I'm very creative. That's why I fell into the clutches of my caning curator. But it's more than a question of talent. It's almost a compulsion. My brain works overtime.
It's not something I do deliberately. It's more as if they forgot to install an on-off switch. If my mind isn't engaged in some other activity that forces it to connect with the solid, present world, it is concocting poems, stories, scenarios...
This post took form as I transferred the laundry from the washer to the dryer. It continued as I prepared dinner, and acquired a title then as well.
This is not always a good thing.
When I arrive at work in the morning, I sit down at my desk and turn on the computer. At this point a responsible employee would settle down to work. And in a way, I AM being a responsible employee. Except not to the people who twice-monthly deposit my salary into my bank account. And I'm not acting as an employee exactly. I'm fulfilling my duties as a literary service slut, a wholly-owned pet poet, a modern-day Anaïs Nin creating on command for the erotic pleasure of my cruel collector. I sit down at my desk and poems rape my brain until I have to free them onto paper - or directly into an e-mail. Then I get in trouble because I rush them out and miss typos in my eagerness to say "Look, Sir! Look what I made for you!" like a child rushing home from pre-school with the day's finger painting, hoping to see it enshrined on the refrigerator.
My poems don't get hung on the refrigerator.
But it is not these creations that get me in trouble. I create scenarios. Fantasies of how I wish things to be. Fantasies that are so real, so plausible, so desirable, that I am disappointed when life has its own ideas.
You can, of course, see where this is going.
I wanted to believe that I could have a "real" relationship with the philosopher. I wanted to believe that he could be John, my boyfriend, as well as the philosopher, my party in playful perversion. He gave me almost no reason to believe that could be the case, he fought it every step of the way, he fled from almost anything that would be a step forward, and I adamantly, needily refused to see what was being shoved in front of my purple glasses. I hung on for dear life to the things that did speak of a real relationship, and took them to mean more than they really were.
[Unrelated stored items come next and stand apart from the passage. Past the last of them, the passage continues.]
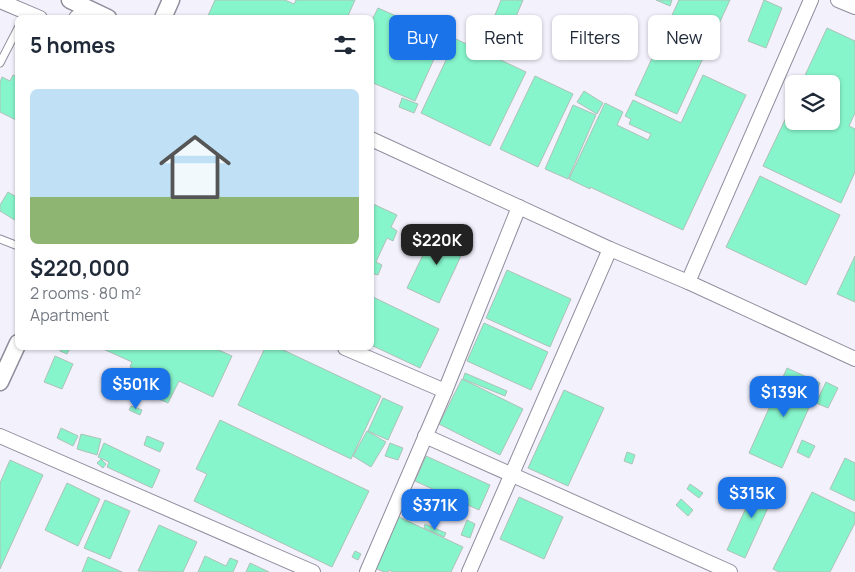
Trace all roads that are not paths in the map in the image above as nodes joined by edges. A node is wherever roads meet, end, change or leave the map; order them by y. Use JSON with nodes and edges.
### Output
{"nodes":[{"id":1,"x":70,"y":0,"type":"edge"},
{"id":2,"x":171,"y":0,"type":"edge"},
{"id":3,"x":812,"y":0,"type":"edge"},
{"id":4,"x":838,"y":0,"type":"edge"},
{"id":5,"x":0,"y":1,"type":"edge"},
{"id":6,"x":855,"y":7,"type":"edge"},
{"id":7,"x":82,"y":13,"type":"edge"},
{"id":8,"x":30,"y":15,"type":"edge"},
{"id":9,"x":164,"y":15,"type":"edge"},
{"id":10,"x":15,"y":34,"type":"edge"},
{"id":11,"x":0,"y":62,"type":"edge"},
{"id":12,"x":374,"y":140,"type":"edge"},
{"id":13,"x":519,"y":207,"type":"junction"},
{"id":14,"x":0,"y":238,"type":"edge"},
{"id":15,"x":15,"y":245,"type":"edge"},
{"id":16,"x":610,"y":249,"type":"junction"},
{"id":17,"x":688,"y":282,"type":"junction"},
{"id":18,"x":15,"y":348,"type":"edge"},
{"id":19,"x":350,"y":350,"type":"edge"},
{"id":20,"x":855,"y":359,"type":"edge"},
{"id":21,"x":0,"y":382,"type":"edge"},
{"id":22,"x":445,"y":391,"type":"junction"},
{"id":23,"x":0,"y":436,"type":"edge"},
{"id":24,"x":425,"y":436,"type":"junction"},
{"id":25,"x":511,"y":475,"type":"junction"},
{"id":26,"x":313,"y":572,"type":"edge"},
{"id":27,"x":368,"y":572,"type":"edge"},
{"id":28,"x":469,"y":572,"type":"edge"},
{"id":29,"x":730,"y":572,"type":"edge"}],
"edges":[{"from":1,"to":7,"type":"street"},
{"from":2,"to":9,"type":"street"},
{"from":3,"to":17,"type":"street"},
{"from":4,"to":6,"type":"street"},
{"from":5,"to":8,"type":"street"},
{"from":10,"to":11,"type":"lane"},
{"from":12,"to":13,"type":"street"},
{"from":13,"to":16,"type":"street"},
{"from":13,"to":22,"type":"street"},
{"from":14,"to":15,"type":"lane"},
{"from":16,"to":17,"type":"street"},
{"from":16,"to":25,"type":"street"},
{"from":17,"to":20,"type":"street"},
{"from":18,"to":21,"type":"street"},
{"from":19,"to":22,"type":"street"},
{"from":22,"to":24,"type":"street"},
{"from":23,"to":26,"type":"street"},
{"from":24,"to":25,"type":"street"},
{"from":24,"to":27,"type":"street"},
{"from":25,"to":28,"type":"street"},
{"from":25,"to":29,"type":"street"}]}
He has a very hard time with the distance. If I lived nearby, he says, we could just be together, commune without speaking, get through the hard times on the strength of our uncanny connection on an almost soulful level. And then it might have worked. But there would have been another option as well. He could have come by for a few hours. We could have done our D/s thing, our whole scolding, punishment, redemption thing, gotten out of it what we each needed, and then he would have gone. We wouldn't have seduced ourselves with the perfection of the time we did spend together as... as together. As so close together. As so comfortable together. As so right together. Those rare amazing visits that made me think it was real, that made me write scenarios in my head, that made me expect, assume, WANT him to say he'd come down more often, he'd let me have dinner with his brother and sister-in-law, he'd resume our relationship on Labor Day...
I can't stop. I can't stop the fantasies. I see possibilities that seem reasonable and then I let myself in for disappointment when they don't come about.
I see him coming down for New Year's Eve.
I see him coming down for the Inauguration.
I see his mother, who was half-way to talking to me on the phone during those many long calls on Election Day - I see his mother saying "John, why don't you invite your friend up for Christmas?" And he goes pale, and gulps, and then says "Sure, Mom! I'll call her right now."
I set myself up for getting hurt.
I do it every time.
It's not his fault.
There is no one to blame but myself.